I’m working on summarising a column of data about the village from which participants hail. The information arrived as character variables, which I’ve changed into factors.
There are about ~30 different villages represented. Some are just mispellings – eg. Chicago and Chicgao.
I wanted to summarise this info into factors levels A, B, C, D and Other, where A is village A and all mispellings of village A, and Other is everything else that doesn’t fit into A-D. (The number of mispellings are limited, thankfully.)
I have no idea how to do this other than manually recoding a lot of data points.
df %>%
mutate(x= recode(x, "c('A', 'misspeltA')='A'; c('E', 'F', 'G' ... 'Z') = 'Other'))
I’ve also tried
df$village <- factor(df$village,
levels =c("A","B","C","mispeltA","D","E","F"),
labels =c("A","B","C","A","D","Other","Other"))
Is there a faster way?
2
forcats::fct_collapse()
might help a bit:
library(dplyr)
set.seed(42)
df_ <- tibble(x = c("misspeltA", LETTERS[1:9]))
df_ |>
mutate(
x_collapsed = forcats::fct_collapse(x,
A = c('A', 'misspeltA'),
B = c('B'),
C = c('C'),
D = c('D'),
other_level = "Other"
)
)
#> # A tibble: 10 × 2
#> x x_collapsed
#> <chr> <fct>
#> 1 misspeltA A
#> 2 A A
#> 3 B B
#> 4 C C
#> 5 D D
#> 6 E Other
#> 7 F Other
#> 8 G Other
#> 9 H Other
#> 10 I Other
You can also build a named list of levels that can be spliced (!!!

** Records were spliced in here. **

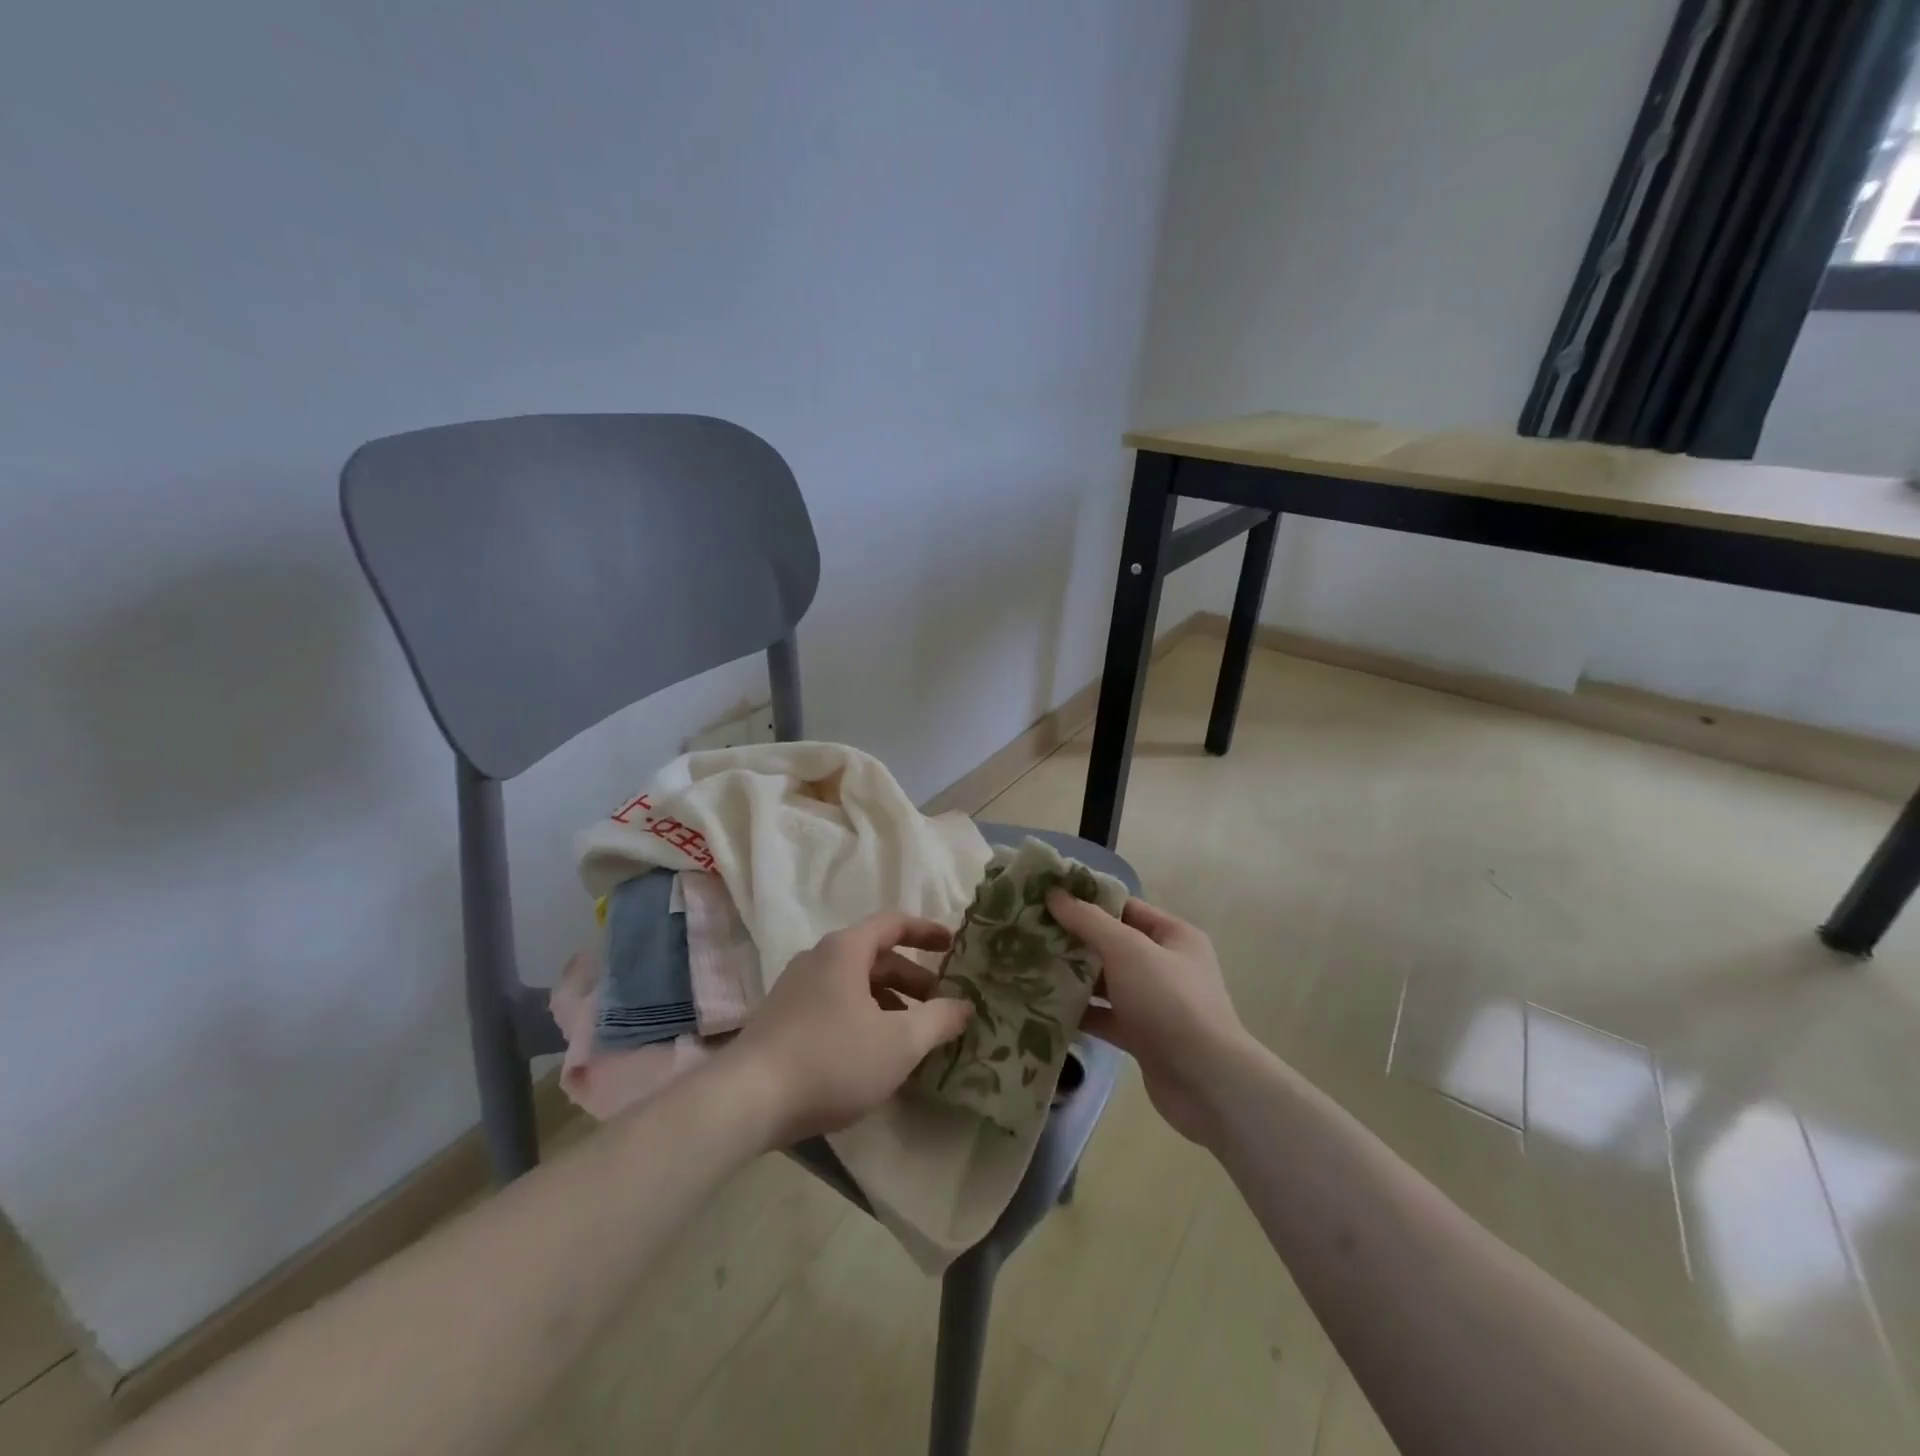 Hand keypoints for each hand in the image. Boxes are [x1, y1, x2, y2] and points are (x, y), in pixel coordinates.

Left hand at [726, 912, 972, 1146]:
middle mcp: (818, 959)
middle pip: (875, 957)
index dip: (927, 931)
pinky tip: (874, 1057)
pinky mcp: (782, 1019)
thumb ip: (938, 1020)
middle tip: (941, 1005)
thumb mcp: (899, 1043)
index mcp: (845, 949)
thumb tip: (965, 1006)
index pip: (894, 923)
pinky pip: (835, 1006)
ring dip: (889, 1003)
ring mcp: (795, 989)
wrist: (747, 1100)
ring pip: (854, 985)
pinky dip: (863, 1019)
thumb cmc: (832, 1059)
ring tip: (913, 1037)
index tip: (953, 946)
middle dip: (912, 979)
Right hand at [1046, 891, 1252, 1145]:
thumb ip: (1089, 921)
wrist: (1206, 1082)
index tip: (1047, 898)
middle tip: (1029, 933)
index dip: (1088, 901)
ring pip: (1107, 982)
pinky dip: (1081, 1012)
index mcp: (1173, 936)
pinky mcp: (1143, 1037)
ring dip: (1074, 977)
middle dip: (1075, 940)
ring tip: (1028, 967)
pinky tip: (1045, 1007)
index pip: (1125, 907)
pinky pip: (1105, 1016)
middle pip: (1113, 944)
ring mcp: (1155, 1003)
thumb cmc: (1169, 1002)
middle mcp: (1166, 965)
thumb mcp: (1128, 950)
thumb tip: (1054, 893) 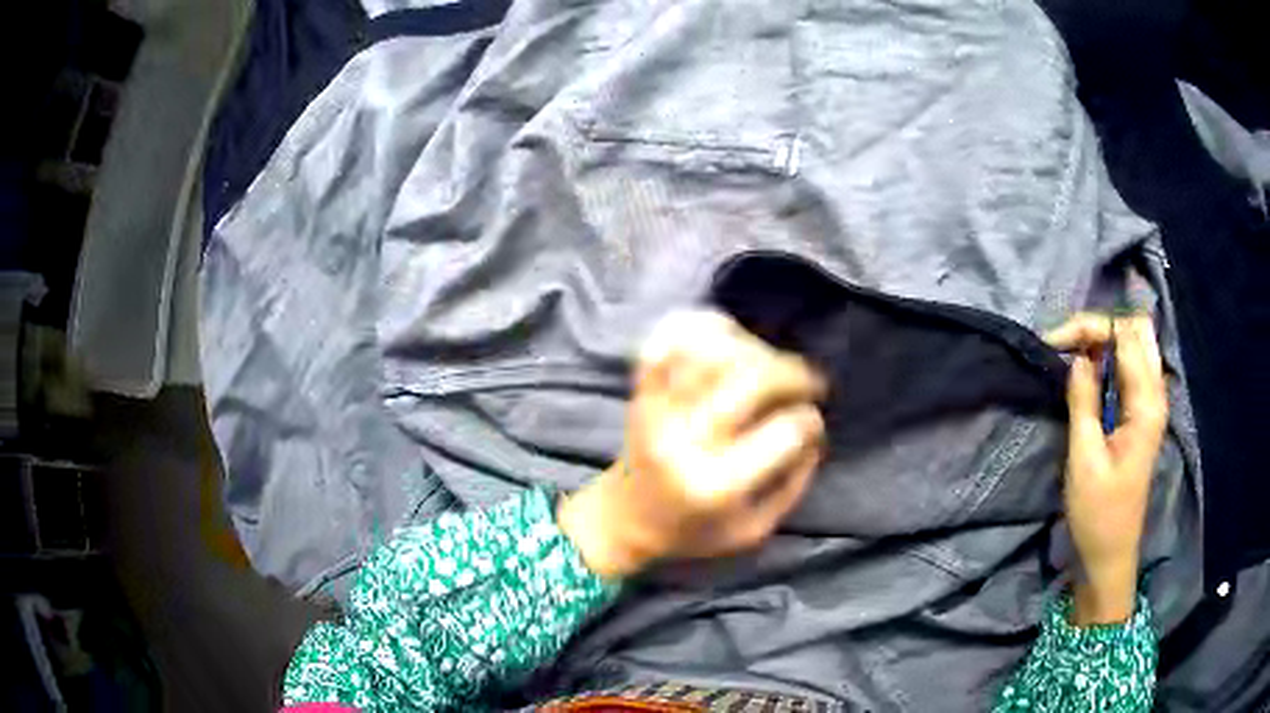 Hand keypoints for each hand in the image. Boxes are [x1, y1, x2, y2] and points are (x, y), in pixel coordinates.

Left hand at [558, 311, 826, 579]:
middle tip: (810, 381)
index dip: (810, 421)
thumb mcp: (752, 530)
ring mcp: (658, 408)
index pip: (783, 431)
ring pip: (712, 349)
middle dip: (794, 373)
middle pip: (752, 378)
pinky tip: (728, 338)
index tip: (812, 423)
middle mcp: (685, 439)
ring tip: (768, 363)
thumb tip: (816, 432)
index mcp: (716, 484)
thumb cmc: (693, 530)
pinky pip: (670, 338)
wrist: (624, 519)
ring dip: (754, 347)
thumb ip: (792, 485)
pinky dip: (702, 327)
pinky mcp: (641, 389)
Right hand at [1045, 313, 1167, 624]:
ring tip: (1075, 353)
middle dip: (1101, 325)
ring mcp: (1153, 403)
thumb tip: (1078, 355)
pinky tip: (1092, 370)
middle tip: (1068, 343)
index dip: (1088, 328)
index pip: (1124, 335)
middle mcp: (1156, 393)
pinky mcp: (1144, 414)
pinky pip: (1133, 365)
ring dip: (1106, 338)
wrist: (1111, 554)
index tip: (1053, 343)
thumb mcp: (1085, 458)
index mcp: (1147, 403)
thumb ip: (1084, 400)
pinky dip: (1112, 356)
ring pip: (1137, 343)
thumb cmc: (1097, 513)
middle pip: (1137, 329) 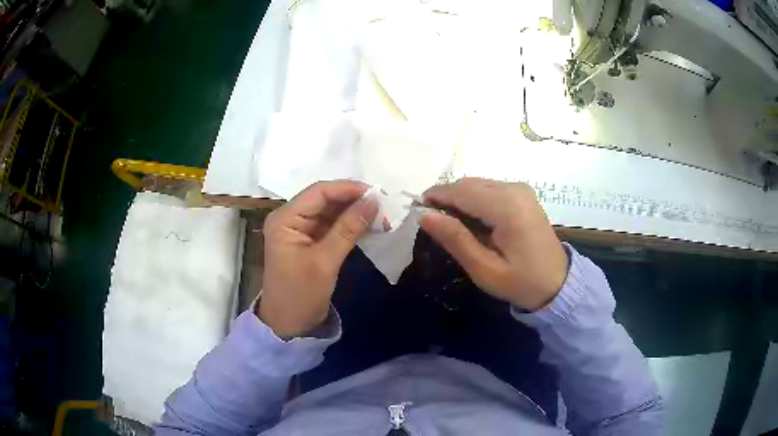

) and passed to fct_collapse()
; for example wrangle villages vector so it would be suitable as a starting point (perhaps sort unique values alphabetically or by number of occurrences), create a named list and use dput()
output as a base for manual edit:
sort(df_$x) |>
unique() |>
purrr::set_names() |>
as.list() |>
dput()
#> list(A = "A", B = "B", C = "C", D = "D", E = "E", F = "F", G = "G",
#> H = "H", I = "I", misspeltA = "misspeltA")
lvl <-
list(
A = c("A", "misspeltA"),
B = "B", C = "C", D = "D"
)
df_ |>
mutate(x_collapsed = forcats::fct_collapse(x, !!!lvl, other_level = "Other"))
#> # A tibble: 10 × 2
#> x x_collapsed
#> <chr> <fct>
#> 1 misspeltA A
#> 2 A A
#> 3 B B
#> 4 C C
#> 5 D D
#> 6 E Other
#> 7 F Other
#> 8 G Other
#> 9 H Other
#> 10 I Other
An automatic approach combining similar information into a new grp using agrep
.
If this is your data
cities <- c("Chicgo", "Atalanta", "Chicago", "Chicgao", "Atlanta", "Atlnata",
"Boston", "Botson")
Regrouping with agrep
sapply(cities, (x)
paste(agrep(x, cities, max.distance=3), collapse=""))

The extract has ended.